* What you need to do: The listing needs restating word for word.

* Data shown:
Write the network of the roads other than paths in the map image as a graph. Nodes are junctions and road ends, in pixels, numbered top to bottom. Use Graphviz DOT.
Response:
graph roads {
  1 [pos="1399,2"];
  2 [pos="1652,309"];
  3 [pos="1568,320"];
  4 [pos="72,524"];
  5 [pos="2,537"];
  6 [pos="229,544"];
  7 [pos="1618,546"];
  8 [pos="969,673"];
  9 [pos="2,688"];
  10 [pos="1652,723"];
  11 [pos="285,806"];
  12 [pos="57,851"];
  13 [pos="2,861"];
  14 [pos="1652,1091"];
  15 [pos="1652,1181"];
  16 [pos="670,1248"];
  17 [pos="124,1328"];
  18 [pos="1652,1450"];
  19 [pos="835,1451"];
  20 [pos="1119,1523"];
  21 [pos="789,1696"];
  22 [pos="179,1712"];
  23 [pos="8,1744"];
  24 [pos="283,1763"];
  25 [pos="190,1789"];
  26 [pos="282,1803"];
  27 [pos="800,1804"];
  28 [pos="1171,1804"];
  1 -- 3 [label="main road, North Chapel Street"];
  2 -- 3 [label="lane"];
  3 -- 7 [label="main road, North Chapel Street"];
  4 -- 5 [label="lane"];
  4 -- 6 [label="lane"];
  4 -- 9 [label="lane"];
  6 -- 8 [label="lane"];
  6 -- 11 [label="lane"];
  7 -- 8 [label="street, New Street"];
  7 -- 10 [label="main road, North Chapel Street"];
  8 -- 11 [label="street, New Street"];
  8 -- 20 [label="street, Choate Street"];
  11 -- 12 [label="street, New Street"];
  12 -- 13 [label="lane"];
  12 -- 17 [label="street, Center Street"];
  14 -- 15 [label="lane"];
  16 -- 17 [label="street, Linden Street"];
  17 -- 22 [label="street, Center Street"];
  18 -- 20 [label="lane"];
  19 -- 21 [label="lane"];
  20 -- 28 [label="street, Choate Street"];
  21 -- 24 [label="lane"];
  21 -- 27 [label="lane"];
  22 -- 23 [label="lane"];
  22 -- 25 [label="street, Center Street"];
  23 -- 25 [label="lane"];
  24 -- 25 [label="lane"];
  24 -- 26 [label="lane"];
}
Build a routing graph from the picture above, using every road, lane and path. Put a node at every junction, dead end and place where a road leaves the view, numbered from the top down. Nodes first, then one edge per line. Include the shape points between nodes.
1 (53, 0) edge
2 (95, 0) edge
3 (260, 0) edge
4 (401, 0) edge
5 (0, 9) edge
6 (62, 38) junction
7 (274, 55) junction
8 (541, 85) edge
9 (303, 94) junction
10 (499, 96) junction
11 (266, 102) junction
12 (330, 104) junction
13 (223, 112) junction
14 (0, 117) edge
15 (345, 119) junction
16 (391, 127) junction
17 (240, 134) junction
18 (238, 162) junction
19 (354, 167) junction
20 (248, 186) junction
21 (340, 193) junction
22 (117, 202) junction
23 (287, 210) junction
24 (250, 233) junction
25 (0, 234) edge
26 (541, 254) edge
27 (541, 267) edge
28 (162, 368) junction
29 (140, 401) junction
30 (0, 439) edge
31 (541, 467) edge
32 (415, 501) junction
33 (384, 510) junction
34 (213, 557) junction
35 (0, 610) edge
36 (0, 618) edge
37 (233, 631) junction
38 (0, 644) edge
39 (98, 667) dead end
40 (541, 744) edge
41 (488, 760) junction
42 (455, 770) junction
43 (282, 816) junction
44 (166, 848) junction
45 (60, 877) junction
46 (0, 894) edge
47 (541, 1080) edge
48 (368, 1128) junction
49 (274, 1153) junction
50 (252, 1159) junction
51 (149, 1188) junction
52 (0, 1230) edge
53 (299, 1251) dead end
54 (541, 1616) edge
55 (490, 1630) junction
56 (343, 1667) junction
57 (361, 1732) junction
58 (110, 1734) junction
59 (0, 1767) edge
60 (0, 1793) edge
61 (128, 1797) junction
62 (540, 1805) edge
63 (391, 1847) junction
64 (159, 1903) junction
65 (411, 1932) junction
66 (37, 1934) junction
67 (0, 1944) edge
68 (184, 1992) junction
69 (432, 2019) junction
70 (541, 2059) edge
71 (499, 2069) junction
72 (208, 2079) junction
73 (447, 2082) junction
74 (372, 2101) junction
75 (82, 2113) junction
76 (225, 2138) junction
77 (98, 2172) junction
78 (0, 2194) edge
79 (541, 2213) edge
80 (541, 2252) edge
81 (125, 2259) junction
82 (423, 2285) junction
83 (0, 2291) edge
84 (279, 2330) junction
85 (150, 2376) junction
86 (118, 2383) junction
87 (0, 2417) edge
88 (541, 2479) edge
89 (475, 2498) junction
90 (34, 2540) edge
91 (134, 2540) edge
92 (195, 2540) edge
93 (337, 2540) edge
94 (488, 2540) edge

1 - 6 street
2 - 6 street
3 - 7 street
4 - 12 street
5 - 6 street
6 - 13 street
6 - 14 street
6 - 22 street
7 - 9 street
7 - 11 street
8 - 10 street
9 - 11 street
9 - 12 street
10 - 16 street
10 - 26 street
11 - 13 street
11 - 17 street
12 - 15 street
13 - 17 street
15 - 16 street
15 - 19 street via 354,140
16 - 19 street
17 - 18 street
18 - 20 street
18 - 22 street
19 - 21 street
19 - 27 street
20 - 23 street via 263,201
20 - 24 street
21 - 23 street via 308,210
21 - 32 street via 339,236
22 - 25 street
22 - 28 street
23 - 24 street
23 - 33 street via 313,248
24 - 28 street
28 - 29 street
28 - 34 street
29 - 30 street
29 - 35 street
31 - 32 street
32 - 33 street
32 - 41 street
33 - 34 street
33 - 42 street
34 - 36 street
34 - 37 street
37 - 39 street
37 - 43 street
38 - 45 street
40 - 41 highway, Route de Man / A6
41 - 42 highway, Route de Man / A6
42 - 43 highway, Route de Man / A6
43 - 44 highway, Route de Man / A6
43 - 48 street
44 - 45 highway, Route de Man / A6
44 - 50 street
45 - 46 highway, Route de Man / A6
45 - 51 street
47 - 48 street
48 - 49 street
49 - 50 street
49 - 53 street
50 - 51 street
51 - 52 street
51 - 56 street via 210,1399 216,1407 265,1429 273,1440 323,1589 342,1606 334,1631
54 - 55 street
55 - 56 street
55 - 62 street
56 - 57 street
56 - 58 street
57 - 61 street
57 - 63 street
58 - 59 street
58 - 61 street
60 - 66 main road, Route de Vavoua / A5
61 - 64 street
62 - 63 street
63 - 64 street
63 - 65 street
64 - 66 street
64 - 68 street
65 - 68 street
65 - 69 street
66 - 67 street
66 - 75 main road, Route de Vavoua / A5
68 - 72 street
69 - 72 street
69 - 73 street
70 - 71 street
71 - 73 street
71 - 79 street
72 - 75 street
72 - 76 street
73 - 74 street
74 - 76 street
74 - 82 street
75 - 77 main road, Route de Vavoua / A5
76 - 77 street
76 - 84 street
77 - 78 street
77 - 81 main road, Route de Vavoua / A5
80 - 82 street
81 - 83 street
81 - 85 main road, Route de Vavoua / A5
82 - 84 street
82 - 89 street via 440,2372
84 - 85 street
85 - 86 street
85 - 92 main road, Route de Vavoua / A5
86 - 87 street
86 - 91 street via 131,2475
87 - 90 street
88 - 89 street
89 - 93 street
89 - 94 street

* Response box:
Write the network of the roads other than paths in the map image as a graph. Nodes are junctions and road ends, in pixels, numbered top to bottom. Use Graphviz DOT.
Response:
graph roads {
  1 [pos="1399,2"];
  2 [pos="1652,309"];
  3 [pos="1568,320"];
  4 [pos="72,524"];
  5 [pos="2,537"];
  6 [pos="229,544"];
  7 [pos="1618,546"];
  8 [pos="969,673"];
  9 [pos="2,688"];
  10 [pos="1652,723"];
  11 [pos="285,806"];
  12 [pos="57,851"];
  13 [pos="2,861"];
  14 [pos="1652,1091"];
  15 [pos="1652,1181"];
  16 [pos="670,1248"];
  17 [pos="124,1328"];
  18 [pos="1652,1450"];
  19 [pos="835,1451"];
  20 [pos="1119,1523"];
  21 [pos="789,1696"];
  22 [pos="179,1712"];
  23 [pos="8,1744"];
  24 [pos="283,1763"];
  25 [pos="190,1789"];
  26 [pos="282,1803"];
  27 [pos="800,1804"];
  28 [pos="1171,1804"];
  1 -- 3 [label="main road, North Chapel Street"];
  2 -- 3 [label="lane"];
  3 -- 7 [label="main road, North Chapel Street"];
  4 -- 5 [label="lane"];
  4 -- 6 [label="lane"];
  4 -- 9 [label="lane"];
  6 -- 8 [label="lane"];
  6 -- 11 [label="lane"];
  7 -- 8 [label="street, New Street"];
  7 -- 10 [label="main road, North Chapel Street"];
  8 -- 11 [label="street, New Street"];
  8 -- 20 [label="street, Choate Street"];
  11 -- 12 [label="street, New Street"];
  12 -- 13 [label="lane"];
  12 -- 17 [label="street, Center Street"];
  14 -- 15 [label="lane"];
  16 -- 17 [label="street, Linden Street"];
  17 -- 22 [label="street, Center Street"];
  18 -- 20 [label="lane"];
  19 -- 21 [label="lane"];
  20 -- 28 [label="street, Choate Street"];
  21 -- 24 [label="lane"];
  21 -- 27 [label="lane"];
  22 -- 23 [label="lane"];
  22 -- 25 [label="street, Center Street"];
  23 -- 25 [label="lane"];
  24 -- 25 [label="lane"];
  24 -- 26 [label="lane"];
}
Build a routing graph from the picture above, using every road, lane and path. Put a node at every junction, dead end and place where a road leaves the view, numbered from the top down. Nodes first, then one edge per line. Include the shape points between nodes.
1 (53, 0) edge
2 (95, 0) edge
3 (260, 0) edge
4 (401, 0) edge
5 (0, 9) edge
6 (62, 38) junction
7 (274, 55) junction
8 (541, 85) edge
9 (303, 94) junction
10 (499, 96) junction
11 (266, 102) junction
12 (330, 104) junction
13 (223, 112) junction
14 (0, 117) edge
15 (345, 119) junction
16 (391, 127) junction
17 (240, 134) junction
18 (238, 162) junction
19 (354, 167) junction
20 (248, 186) junction
21 (340, 193) junction
22 (117, 202) junction
23 (287, 210) junction
24 (250, 233) junction
25 (0, 234) edge
26 (541, 254) edge
27 (541, 267) edge
28 (162, 368) junction
29 (140, 401) junction
30 (0, 439) edge
31 (541, 467) edge
32 (415, 501) junction
33 (384, 510) junction
34 (213, 557) junction
35 (0, 610) edge
36 (0, 618) edge
37 (233, 631) junction
38 (0, 644) edge
39 (98, 667) dead end
40 (541, 744) edge
41 (488, 760) junction
42 (455, 770) junction
43 (282, 816) junction
44 (166, 848) junction
45 (60, 877) junction
46 (0, 894) edge
47 (541, 1080) edge
48 (368, 1128) junction
49 (274, 1153) junction
50 (252, 1159) junction
51 (149, 1188) junction
52 (0, 1230) edge
53 (299, 1251) dead end
54 (541, 1616) edge
55 (490, 1630) junction
56 (343, 1667) junction
57 (361, 1732) junction
58 (110, 1734) junction
59 (0, 1767) edge
60 (0, 1793) edge
61 (128, 1797) junction
62 (540, 1805) edge
63 (391, 1847) junction
64 (159, 1903) junction
65 (411, 1932) junction
66 (37, 1934) junction
67 (0, 1944) edge
68 (184, 1992) junction
69 (432, 2019) junction
70 (541, 2059) edge
71 (499, 2069) junction
72 (208, 2079) junction
73 (447, 2082) junction
74 (372, 2101) junction
75 (82, 2113) junction
76 (225, 2138) junction
77 (98, 2172) junction
78 (0, 2194) edge
79 (541, 2213) edge
80 (541, 2252) edge
81 (125, 2259) junction
82 (423, 2285) junction
83 (0, 2291) edge
84 (279, 2330) junction
85 (150, 2376) junction
86 (118, 2383) junction
87 (0, 2417) edge
88 (541, 2479) edge
89 (475, 2498) junction
90 (34, 2540) edge
91 (134, 2540) edge
92 (195, 2540) edge
93 (337, 2540) edge
94 (488, 2540) edge

1 - 6 street
2 - 6 street
3 - 7 street
4 - 12 street
5 - 6 street
6 - 13 street
6 - 14 street
6 - 22 street
7 - 9 street
7 - 11 street
8 - 10 street
9 - 11 street
9 - 12 street
10 - 16 street
10 - 26 street
11 - 13 street
11 - 17 street
12 - 15 street
13 - 17 street
15 - 16 street
15 - 19 street via 354,140
16 - 19 street
17 - 18 street
18 - 20 street
18 - 22 street
19 - 21 street
19 - 27 street
20 - 23 street via 263,201
20 - 24 street
21 - 23 street via 308,210
21 - 32 street via 339,236
22 - 25 street
22 - 28 street
23 - 24 street
23 - 33 street via 313,248
24 - 28 street
28 - 29 street
28 - 34 street
29 - 30 street
29 - 35 street
31 - 32 street
32 - 33 street
32 - 41 street
33 - 34 street
33 - 42 street
34 - 36 street
34 - 37 street
37 - 39 street
37 - 43 street
38 - 45 street
40 - 41 highway, Route de Man / A6
41 - 42 highway, Route de Man / A6
42 - 43 highway, Route de Man / A6
43 - 44 highway, Route de Man / A6
43 - 48 street
44 - 45 highway, Route de Man / A6
44 - 50 street
45 - 46 highway, Route de Man / A6
45 - 51 street
47 - 48 street
48 - 49 street
49 - 50 street
49 - 53 street
50 - 51 street
51 - 52 street
51 - 56 street via 210,1399 216,1407 265,1429 273,1440 323,1589 342,1606 334,1631
54 - 55 street
55 - 56 street
55 - 62 street
56 - 57 street
56 - 58 street
57 - 61 street
57 - 63 street
58 - 59 street
58 - 61 street
60 - 66 main road, Route de Vavoua / A5
61 - 64 street
62 - 63 street
63 - 64 street
63 - 65 street
64 - 66 street
64 - 68 street
65 - 68 street
65 - 69 street
66 - 67 street
66 - 75 main road, Route de Vavoua / A5
68 - 72 street
69 - 72 street
69 - 73 street
70 - 71 street
71 - 73 street
71 - 79 street
72 - 75 street
72 - 76 street
73 - 74 street
74 - 76 street
74 - 82 street
75 - 77 main road, Route de Vavoua / A5
76 - 77 street
76 - 84 street
77 - 78 street
77 - 81 main road, Route de Vavoua / A5
80 - 82 street
81 - 83 street
81 - 85 main road, Route de Vavoua / A5
82 - 84 street
82 - 89 street via 440,2372
84 - 85 street
85 - 86 street
85 - 92 main road, Route de Vavoua / A5
86 - 87 street
86 - 91 street via 131,2475
87 - 90 street
88 - 89 street
89 - 93 street
89 - 94 street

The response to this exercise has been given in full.